Your goal
Nothing but an exact reprint of the records is to be returned.
### Task data ###
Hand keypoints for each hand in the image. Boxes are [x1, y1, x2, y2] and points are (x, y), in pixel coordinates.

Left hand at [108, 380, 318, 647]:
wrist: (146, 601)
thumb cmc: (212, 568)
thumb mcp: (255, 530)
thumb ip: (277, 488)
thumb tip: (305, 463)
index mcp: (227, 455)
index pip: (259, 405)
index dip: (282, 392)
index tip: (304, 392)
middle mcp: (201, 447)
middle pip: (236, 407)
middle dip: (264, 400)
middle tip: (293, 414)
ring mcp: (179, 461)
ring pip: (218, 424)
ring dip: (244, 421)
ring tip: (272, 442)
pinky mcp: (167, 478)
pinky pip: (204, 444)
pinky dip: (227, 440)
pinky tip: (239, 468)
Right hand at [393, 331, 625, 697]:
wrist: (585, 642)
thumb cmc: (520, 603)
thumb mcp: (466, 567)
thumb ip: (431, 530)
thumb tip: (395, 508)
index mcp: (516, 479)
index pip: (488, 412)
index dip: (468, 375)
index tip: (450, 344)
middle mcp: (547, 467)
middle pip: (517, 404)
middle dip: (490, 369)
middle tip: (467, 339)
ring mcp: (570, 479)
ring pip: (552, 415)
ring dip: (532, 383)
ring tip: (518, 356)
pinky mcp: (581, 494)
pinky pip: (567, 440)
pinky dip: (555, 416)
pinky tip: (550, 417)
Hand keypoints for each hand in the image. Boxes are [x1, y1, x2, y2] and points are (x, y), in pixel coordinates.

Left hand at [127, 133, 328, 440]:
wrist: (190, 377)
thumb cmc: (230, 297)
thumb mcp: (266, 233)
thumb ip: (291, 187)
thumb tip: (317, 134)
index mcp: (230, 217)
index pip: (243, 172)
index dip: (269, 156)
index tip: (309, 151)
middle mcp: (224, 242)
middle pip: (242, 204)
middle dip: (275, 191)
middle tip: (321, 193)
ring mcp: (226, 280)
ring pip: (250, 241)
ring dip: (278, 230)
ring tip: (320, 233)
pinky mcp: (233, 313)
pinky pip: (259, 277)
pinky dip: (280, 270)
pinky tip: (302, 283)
###
Task answer
Hand keypoints for each hand in the image. Boxes are [x1, y1, x2, y2] and points are (x, y), in pixel coordinates.

Left hand at [108, 380, 318, 647]:
wrist: (146, 601)
thumb cmc: (212, 568)
thumb mcp: (255, 530)
thumb ip: (277, 488)
thumb tip: (305, 463)
index mcp: (227, 455)
index pip: (259, 405)
index dip: (282, 392)
index tip: (304, 392)
middle mcp: (201, 447)
middle pip: (236, 407)
middle dip: (264, 400)
middle tip: (293, 414)
ring mcp: (179, 461)
ring pip: (218, 424)
ring dip: (244, 421)
ring tip: (272, 442)
pinky mcp: (167, 478)
pinky pip: (204, 444)
pinky dip: (227, 440)
pinky tip: (239, 468)
Right hand at [393, 331, 625, 697]:
wrist: (585, 642)
thumb cmc: (520, 603)
thumb mcp: (466, 567)
thumb ip: (431, 530)
thumb tip: (395, 508)
index mcp: (516, 479)
index pip: (488, 412)
index dip: (468, 375)
index tip: (450, 344)
middle mcp: (547, 467)
middle pip: (517, 404)
middle dip: (490, 369)
middle tip: (467, 339)
ring mcp: (570, 479)
ring pip: (552, 415)
ring dip: (532, 383)
ring tip: (518, 356)
pinky mcp: (581, 494)
pinky pip: (567, 440)
pinky dip: (555, 416)
pinky tip: (550, 417)
Hand keypoints for each hand in the image. Boxes are [x1, y1, x2, y2] and points are (x, y), in pixel coordinates.

Left hand at [127, 133, 328, 440]:
wrist: (190, 377)
thumb cmc: (230, 297)
thumb mcp: (266, 233)
thumb ip: (291, 187)
thumb tip: (317, 134)
index mcp: (230, 217)
index pip: (243, 172)
index dip: (269, 156)
index tip: (309, 151)
middle mcp: (224, 242)
middle pip: (242, 204)
middle dip: (275, 191)
middle tip: (321, 193)
ring mcp: (226, 280)
ring pip: (250, 241)
ring dip: (278, 230)
ring tip: (320, 233)
pinky mcp: (233, 313)
pinky pip: (259, 277)
pinky dip: (280, 270)
pinky tip: (302, 283)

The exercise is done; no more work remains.